ABOUT THIS TASK: Please show every line from the entries that carries the word "تواتي".

Segment Start: DATA SUPPLIED

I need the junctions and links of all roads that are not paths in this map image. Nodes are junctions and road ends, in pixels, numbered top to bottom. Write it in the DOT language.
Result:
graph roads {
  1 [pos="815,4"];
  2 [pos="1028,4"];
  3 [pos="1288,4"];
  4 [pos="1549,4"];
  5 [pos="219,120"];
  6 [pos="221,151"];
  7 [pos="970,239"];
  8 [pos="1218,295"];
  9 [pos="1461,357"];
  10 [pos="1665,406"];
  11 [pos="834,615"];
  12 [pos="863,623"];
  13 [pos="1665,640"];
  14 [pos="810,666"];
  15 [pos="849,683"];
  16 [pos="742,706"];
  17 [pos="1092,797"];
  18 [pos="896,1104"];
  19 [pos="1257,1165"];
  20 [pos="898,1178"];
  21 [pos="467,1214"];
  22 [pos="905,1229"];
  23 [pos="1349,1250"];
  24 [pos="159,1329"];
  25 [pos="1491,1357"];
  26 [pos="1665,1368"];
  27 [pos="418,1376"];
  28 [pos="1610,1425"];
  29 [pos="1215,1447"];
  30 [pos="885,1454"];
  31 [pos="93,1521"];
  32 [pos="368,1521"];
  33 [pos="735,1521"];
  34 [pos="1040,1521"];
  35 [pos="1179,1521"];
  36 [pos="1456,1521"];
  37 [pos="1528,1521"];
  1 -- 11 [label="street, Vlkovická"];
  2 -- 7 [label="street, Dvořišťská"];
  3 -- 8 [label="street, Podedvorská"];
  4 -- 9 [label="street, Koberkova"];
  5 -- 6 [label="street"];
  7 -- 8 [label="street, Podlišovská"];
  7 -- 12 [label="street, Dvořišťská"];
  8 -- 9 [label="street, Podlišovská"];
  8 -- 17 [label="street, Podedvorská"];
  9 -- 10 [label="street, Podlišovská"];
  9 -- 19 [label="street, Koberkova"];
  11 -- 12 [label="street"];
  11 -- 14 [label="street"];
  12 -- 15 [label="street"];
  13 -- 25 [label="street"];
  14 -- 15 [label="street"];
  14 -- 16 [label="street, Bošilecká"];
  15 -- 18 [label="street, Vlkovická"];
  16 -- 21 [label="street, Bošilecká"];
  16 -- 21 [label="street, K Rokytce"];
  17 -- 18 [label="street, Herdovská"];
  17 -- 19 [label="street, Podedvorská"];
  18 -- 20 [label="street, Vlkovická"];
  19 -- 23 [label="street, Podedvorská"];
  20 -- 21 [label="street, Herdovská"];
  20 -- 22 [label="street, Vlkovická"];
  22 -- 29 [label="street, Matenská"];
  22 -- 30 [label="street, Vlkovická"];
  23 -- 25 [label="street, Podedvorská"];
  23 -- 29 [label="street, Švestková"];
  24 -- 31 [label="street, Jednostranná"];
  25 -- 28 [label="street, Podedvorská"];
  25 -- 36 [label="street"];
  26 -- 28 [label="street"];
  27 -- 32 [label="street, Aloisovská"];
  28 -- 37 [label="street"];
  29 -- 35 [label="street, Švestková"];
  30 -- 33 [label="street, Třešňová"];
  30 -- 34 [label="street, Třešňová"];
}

Segment End: DATA SUPPLIED
Segment Start: DATA SUPPLIED

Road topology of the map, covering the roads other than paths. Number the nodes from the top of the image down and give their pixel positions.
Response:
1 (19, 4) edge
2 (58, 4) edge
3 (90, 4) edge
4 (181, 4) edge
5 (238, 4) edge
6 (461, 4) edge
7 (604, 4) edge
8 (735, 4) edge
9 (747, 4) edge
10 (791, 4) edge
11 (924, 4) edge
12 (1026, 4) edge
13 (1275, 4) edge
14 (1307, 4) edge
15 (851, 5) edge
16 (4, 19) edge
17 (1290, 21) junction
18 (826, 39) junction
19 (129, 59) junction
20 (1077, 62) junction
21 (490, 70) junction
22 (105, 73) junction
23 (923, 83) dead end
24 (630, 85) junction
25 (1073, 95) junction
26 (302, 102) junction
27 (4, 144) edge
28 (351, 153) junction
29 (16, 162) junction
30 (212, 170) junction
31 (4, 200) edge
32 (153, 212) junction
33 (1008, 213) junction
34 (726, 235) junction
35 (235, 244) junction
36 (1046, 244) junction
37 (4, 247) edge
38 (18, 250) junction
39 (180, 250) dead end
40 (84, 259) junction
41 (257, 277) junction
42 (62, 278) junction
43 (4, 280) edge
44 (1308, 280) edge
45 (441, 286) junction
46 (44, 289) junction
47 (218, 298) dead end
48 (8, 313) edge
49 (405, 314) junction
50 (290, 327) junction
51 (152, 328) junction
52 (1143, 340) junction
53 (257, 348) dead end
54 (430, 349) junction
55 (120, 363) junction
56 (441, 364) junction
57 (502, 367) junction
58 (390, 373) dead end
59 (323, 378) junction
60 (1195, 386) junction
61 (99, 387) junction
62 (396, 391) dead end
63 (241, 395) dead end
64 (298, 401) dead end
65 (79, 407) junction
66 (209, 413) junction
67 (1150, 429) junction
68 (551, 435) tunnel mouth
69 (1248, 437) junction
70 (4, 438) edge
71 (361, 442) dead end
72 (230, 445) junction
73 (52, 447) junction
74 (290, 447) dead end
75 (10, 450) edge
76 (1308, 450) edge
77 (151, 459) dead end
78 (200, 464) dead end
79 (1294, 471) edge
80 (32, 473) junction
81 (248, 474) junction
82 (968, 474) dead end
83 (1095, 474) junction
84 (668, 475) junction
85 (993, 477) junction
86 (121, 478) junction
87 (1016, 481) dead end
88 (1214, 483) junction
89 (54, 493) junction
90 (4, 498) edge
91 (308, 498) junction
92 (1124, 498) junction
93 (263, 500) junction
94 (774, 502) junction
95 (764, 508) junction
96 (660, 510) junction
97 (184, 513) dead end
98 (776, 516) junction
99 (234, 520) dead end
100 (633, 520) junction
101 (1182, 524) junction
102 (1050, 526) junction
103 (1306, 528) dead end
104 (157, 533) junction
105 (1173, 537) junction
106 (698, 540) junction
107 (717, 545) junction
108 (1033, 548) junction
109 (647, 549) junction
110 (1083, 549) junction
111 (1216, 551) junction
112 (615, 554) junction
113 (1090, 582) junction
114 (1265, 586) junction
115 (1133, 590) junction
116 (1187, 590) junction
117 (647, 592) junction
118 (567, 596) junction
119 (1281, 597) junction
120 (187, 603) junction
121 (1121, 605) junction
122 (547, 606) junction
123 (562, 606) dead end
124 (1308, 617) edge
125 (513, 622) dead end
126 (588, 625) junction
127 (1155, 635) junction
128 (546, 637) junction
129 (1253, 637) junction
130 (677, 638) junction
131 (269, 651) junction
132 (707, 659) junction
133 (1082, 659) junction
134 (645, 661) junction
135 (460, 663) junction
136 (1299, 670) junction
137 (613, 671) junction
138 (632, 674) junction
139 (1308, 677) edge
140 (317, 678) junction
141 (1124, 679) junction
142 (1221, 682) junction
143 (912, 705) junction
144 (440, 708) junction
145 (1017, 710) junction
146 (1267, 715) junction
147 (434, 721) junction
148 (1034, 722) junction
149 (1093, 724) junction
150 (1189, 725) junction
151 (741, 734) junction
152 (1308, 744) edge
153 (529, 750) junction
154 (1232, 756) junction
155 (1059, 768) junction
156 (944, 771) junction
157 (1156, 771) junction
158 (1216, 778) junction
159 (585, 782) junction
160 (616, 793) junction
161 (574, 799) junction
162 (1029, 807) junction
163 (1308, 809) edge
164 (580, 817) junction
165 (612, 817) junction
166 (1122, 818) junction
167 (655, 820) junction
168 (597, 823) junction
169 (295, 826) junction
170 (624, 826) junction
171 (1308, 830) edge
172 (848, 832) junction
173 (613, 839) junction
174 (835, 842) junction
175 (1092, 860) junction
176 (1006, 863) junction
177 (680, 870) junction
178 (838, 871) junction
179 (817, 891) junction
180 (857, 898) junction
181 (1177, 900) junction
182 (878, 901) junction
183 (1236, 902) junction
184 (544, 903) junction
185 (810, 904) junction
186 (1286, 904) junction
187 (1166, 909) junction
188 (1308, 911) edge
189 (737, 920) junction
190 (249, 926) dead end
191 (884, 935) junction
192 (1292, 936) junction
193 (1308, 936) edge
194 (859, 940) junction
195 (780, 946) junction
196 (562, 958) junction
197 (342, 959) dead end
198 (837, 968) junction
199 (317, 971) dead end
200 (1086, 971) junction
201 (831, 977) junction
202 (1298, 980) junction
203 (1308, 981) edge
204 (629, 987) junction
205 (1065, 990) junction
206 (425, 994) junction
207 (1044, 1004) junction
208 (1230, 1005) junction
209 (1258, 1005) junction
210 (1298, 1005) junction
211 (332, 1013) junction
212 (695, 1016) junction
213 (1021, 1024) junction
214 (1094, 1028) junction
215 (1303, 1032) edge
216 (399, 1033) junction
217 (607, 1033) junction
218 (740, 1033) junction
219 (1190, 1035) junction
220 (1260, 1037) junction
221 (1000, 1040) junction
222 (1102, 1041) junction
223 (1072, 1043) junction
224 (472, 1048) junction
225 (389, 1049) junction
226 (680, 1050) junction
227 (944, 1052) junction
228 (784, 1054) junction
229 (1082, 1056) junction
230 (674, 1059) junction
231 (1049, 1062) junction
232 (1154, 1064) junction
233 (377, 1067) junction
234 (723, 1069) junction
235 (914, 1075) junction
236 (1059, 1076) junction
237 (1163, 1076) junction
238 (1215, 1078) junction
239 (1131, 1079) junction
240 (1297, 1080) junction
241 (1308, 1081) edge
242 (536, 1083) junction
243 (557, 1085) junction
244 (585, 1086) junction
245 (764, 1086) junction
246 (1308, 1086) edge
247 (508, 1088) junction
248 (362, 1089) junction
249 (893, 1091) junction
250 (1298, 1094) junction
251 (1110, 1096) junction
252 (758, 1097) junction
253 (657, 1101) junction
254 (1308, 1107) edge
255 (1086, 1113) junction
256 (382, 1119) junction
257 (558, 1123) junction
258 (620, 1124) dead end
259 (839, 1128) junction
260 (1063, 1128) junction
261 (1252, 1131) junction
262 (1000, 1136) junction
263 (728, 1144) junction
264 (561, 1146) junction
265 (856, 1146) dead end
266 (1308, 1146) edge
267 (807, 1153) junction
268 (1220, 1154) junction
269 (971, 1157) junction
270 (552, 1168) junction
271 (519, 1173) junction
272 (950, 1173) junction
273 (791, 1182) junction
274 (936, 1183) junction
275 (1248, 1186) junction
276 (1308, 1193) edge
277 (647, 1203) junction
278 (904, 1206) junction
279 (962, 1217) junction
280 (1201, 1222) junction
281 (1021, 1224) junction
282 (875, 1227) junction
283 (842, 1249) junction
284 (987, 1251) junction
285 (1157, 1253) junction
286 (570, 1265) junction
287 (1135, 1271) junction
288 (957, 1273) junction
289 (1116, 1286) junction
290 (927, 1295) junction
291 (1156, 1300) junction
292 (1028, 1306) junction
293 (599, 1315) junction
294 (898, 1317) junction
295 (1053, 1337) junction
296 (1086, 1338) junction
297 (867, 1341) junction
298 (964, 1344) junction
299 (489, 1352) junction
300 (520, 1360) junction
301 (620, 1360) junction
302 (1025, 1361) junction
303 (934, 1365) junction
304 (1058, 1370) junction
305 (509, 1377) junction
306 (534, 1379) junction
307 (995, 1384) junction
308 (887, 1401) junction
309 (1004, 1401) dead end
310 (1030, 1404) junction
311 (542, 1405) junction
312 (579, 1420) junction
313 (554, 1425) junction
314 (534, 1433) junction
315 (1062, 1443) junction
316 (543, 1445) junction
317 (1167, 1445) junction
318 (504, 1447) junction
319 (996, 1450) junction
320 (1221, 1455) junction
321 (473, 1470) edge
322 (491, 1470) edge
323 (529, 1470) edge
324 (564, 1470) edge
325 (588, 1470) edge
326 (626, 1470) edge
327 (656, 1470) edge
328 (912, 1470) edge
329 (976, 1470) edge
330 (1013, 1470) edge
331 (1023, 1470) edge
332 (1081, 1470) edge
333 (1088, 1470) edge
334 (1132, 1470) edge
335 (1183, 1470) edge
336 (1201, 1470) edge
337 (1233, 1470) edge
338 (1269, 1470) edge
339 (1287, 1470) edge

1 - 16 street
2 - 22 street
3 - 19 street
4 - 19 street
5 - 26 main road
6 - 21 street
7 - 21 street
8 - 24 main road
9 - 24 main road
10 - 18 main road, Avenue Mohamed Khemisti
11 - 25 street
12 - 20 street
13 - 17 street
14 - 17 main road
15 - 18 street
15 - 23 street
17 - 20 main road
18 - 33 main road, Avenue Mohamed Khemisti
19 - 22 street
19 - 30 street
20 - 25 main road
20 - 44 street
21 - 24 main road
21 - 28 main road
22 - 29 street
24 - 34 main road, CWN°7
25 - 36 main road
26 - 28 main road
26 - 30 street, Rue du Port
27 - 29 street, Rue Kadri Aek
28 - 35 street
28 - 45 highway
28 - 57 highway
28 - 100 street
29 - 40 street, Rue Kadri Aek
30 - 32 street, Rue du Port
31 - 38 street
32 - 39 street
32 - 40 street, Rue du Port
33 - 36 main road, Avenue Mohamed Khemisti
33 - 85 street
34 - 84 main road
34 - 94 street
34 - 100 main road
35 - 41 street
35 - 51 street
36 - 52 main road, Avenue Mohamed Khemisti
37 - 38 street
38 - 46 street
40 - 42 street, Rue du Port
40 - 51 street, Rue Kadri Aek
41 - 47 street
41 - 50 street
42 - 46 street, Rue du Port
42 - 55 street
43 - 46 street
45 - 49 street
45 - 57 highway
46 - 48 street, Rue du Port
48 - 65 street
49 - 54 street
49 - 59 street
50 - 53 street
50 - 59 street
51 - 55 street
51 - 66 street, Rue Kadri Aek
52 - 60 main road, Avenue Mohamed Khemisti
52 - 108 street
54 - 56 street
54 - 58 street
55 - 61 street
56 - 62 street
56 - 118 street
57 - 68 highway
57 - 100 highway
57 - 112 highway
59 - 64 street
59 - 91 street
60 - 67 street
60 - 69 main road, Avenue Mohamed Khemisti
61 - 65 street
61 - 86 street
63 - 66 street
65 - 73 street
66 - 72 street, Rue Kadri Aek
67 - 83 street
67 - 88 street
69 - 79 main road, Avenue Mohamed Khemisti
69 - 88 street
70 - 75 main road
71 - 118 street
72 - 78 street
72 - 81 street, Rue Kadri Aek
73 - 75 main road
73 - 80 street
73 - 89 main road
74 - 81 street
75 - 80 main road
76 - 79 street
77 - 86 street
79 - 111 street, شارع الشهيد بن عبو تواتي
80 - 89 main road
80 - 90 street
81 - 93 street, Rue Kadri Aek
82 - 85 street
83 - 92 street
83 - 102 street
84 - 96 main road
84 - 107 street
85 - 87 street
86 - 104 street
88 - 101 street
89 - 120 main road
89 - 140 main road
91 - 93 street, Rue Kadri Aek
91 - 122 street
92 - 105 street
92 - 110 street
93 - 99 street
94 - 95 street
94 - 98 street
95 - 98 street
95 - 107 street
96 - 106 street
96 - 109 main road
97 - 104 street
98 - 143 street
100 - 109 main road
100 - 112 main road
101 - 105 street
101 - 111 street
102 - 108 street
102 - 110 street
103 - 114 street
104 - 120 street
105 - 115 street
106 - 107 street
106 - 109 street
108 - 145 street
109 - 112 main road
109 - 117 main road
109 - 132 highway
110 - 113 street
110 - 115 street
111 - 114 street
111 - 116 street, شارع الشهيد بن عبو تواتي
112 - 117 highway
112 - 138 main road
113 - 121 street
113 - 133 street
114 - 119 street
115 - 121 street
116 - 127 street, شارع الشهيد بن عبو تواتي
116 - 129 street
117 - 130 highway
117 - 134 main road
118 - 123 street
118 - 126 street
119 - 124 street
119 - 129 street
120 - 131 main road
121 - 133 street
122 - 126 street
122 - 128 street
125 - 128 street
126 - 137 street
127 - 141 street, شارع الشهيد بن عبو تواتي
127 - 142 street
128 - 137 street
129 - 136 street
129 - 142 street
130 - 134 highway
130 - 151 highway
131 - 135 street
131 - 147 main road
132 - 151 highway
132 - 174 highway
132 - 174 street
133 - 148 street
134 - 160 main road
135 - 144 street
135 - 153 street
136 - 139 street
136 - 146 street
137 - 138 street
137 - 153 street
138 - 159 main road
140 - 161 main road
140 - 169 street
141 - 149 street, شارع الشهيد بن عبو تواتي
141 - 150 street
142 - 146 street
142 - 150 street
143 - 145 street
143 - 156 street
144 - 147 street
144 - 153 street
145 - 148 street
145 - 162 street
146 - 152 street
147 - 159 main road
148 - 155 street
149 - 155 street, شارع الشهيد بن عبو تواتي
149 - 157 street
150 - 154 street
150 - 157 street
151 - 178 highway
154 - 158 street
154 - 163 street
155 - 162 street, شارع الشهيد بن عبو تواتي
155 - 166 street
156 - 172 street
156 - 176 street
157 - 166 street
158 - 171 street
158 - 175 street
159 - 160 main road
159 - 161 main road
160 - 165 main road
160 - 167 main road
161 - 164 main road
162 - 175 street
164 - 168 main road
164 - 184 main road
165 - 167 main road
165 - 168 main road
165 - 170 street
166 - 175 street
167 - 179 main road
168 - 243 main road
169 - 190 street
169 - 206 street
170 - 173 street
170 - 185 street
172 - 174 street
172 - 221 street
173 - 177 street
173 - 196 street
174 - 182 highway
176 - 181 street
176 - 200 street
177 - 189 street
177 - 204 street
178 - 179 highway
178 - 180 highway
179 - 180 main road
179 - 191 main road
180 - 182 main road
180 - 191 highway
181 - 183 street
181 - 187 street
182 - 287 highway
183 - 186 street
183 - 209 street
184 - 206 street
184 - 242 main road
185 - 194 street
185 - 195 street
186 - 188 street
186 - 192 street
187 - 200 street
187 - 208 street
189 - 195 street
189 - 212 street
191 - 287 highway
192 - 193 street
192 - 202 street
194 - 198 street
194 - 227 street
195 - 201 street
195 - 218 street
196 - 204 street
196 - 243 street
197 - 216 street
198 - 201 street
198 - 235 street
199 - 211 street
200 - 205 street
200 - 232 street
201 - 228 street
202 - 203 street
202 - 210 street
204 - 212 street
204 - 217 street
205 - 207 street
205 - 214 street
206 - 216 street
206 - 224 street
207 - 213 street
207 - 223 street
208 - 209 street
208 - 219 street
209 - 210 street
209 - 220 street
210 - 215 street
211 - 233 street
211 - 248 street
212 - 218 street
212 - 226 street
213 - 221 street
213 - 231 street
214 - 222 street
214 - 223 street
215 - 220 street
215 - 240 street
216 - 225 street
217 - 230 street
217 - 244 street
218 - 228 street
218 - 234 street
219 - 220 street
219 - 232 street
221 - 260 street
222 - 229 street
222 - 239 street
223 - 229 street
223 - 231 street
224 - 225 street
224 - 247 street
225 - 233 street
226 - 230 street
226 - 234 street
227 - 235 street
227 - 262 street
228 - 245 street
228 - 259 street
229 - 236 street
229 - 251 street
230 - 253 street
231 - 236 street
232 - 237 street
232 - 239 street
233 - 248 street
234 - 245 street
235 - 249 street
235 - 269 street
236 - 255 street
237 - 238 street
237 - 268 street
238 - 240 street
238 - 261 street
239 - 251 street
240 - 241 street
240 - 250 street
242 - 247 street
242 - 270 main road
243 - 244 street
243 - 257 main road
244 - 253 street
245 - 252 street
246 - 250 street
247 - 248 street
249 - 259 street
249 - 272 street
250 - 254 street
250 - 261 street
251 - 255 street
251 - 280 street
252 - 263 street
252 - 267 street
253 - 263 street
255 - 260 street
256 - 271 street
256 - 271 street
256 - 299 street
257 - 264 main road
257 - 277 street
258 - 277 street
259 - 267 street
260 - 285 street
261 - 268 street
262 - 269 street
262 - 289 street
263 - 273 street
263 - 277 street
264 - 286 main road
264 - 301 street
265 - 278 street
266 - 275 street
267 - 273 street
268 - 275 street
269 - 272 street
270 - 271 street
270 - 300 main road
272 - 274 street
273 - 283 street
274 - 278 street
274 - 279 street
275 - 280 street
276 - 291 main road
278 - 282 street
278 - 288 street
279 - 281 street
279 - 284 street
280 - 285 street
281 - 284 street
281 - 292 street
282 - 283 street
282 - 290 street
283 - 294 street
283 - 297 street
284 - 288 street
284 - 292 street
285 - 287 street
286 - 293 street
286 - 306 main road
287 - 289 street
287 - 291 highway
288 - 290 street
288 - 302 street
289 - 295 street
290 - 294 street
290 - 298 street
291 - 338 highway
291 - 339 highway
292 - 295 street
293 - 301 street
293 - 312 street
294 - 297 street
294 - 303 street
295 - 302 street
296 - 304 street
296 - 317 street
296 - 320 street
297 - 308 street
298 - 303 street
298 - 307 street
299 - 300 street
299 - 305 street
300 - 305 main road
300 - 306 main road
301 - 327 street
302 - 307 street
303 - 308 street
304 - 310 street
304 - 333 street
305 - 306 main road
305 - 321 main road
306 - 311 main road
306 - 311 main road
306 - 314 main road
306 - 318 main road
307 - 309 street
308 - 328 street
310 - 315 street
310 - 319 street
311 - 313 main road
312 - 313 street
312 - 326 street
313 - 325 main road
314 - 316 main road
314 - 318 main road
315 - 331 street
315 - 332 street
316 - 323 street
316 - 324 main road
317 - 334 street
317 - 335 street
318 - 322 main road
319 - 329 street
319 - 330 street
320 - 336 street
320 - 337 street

Segment End: DATA SUPPLIED

REPLY TO THE EXERCISE:
79 - 111 street, شارع الشهيد بن عبو تواتي
111 - 116 street, شارع الشهيد بن عبو تواتي
116 - 127 street, شارع الشهيد بن عبو تواتي
127 - 141 street, شارع الشهيد بن عبو تواتي
141 - 149 street, شارع الشهيد بن عبو تواتي
149 - 155 street, شارع الشهيد بن عبو تواتي
155 - 162 street, شارع الشهيد بن عبو تواتي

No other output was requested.